In collaboration with the client’s Risk and IT teams, AVeS Cyber Security created a POPIA roadmap to the Cloud that identified the following:

  • which layers AVeS Cyber Security will build into the Cloud’s security design, as per security best practices, to protect data in the Cloud;
  • what data to move to the Cloud;
  • how to structure the platform’s licensing to be cost-effective and predictably scalable;
  • how to best approach the data migration phase of the project, enabling business operations to continue running;
  • and how to support the client’s IT team throughout the process.

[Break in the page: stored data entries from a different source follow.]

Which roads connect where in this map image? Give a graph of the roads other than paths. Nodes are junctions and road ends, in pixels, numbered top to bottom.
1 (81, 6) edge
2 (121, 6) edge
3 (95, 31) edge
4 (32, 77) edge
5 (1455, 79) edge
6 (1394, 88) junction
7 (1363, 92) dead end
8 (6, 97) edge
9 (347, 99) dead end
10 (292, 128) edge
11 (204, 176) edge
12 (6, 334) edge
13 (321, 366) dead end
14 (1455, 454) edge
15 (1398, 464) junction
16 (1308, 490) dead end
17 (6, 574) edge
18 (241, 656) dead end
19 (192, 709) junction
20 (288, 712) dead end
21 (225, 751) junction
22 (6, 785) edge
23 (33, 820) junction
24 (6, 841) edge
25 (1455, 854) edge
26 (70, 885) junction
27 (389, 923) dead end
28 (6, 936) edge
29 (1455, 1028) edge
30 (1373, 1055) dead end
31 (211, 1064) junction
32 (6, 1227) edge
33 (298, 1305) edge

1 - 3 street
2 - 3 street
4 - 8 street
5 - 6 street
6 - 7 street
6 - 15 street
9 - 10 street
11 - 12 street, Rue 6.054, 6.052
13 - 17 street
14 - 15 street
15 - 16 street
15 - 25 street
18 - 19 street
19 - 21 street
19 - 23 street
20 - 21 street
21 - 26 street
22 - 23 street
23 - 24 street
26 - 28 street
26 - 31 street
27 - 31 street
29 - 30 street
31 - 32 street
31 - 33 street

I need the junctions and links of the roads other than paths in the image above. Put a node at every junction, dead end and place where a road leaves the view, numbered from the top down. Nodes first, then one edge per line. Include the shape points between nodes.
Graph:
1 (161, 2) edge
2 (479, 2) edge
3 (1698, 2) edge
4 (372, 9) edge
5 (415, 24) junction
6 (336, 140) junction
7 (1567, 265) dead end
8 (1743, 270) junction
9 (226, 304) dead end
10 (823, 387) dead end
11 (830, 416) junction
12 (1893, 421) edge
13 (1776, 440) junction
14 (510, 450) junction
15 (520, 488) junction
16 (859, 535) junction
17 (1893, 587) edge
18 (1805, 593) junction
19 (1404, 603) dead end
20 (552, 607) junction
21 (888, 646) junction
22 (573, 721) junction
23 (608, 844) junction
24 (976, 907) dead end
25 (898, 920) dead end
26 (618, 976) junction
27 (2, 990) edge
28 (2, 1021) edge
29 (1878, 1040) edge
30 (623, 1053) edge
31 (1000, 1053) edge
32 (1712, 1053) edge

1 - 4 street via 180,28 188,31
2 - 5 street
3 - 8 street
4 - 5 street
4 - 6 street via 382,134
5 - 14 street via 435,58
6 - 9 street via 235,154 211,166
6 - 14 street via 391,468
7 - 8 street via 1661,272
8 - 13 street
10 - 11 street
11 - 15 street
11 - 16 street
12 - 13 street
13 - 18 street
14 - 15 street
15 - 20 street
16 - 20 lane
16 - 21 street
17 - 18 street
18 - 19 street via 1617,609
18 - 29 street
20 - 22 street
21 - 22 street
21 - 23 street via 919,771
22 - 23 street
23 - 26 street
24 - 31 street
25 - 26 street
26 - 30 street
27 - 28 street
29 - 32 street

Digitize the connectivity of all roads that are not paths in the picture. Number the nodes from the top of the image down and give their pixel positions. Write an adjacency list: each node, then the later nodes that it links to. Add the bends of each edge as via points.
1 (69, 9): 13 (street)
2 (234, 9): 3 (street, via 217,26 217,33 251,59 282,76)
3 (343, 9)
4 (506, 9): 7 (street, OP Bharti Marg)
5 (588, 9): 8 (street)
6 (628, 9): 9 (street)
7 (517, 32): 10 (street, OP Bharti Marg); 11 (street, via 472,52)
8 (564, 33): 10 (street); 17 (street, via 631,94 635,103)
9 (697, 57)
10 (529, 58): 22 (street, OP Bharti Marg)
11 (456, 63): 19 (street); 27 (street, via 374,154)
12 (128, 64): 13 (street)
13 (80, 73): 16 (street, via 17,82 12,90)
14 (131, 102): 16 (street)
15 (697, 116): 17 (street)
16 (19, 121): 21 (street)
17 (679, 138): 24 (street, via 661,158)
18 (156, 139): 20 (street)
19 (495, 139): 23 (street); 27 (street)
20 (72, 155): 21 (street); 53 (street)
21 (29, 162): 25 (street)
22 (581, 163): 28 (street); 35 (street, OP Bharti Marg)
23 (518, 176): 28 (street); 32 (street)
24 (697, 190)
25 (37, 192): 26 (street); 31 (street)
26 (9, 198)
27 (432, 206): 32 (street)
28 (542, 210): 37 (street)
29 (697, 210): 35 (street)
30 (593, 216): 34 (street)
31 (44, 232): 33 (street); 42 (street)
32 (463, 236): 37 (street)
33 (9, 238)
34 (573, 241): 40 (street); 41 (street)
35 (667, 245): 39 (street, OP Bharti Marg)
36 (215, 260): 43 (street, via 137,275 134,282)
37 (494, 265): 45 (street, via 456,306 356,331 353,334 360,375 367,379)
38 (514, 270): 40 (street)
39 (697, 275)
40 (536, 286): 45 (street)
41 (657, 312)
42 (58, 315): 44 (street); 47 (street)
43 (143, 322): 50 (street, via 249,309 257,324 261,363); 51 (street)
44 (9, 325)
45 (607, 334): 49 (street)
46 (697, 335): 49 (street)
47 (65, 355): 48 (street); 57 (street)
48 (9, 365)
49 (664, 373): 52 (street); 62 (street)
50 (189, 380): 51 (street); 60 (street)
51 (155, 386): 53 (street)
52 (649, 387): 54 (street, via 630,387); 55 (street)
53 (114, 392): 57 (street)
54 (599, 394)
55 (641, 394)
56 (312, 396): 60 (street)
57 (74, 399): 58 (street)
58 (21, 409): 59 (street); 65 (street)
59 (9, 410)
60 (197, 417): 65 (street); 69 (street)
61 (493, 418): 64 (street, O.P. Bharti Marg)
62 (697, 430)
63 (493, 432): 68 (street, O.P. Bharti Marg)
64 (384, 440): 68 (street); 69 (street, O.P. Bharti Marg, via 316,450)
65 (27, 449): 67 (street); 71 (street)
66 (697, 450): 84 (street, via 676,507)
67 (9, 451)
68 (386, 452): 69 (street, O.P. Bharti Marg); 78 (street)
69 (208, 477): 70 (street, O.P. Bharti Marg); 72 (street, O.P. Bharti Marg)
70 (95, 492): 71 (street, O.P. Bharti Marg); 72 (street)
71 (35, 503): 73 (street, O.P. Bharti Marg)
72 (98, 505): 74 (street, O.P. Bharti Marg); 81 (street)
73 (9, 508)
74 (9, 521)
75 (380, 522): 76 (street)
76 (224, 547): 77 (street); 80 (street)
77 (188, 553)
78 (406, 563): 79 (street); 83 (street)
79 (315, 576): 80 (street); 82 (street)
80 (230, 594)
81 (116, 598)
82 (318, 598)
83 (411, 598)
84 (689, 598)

Including People in the Process

AVeS Cyber Security also recommended that the client follows Change Management best practices to ensure a seamless transition for the organisation’s workforce. “Companies can greatly improve their projects’ return on investment and adoption among employees if they follow the guidance of change management best practices,” says Charl Ueckermann, Group CEO at AVeS Cyber Security. “We’ve seen technically brilliant projects achieve sub-optimal results when the people in the business aren’t included as part of the project. No one likes logging into their computers on a Monday morning and discovering that everything they knew on Friday has now changed.”

With the technical roadmap in place, AVeS Cyber Security set out to implement the safeguards required to help the client acquire a secure, data-governed Cloud data centre.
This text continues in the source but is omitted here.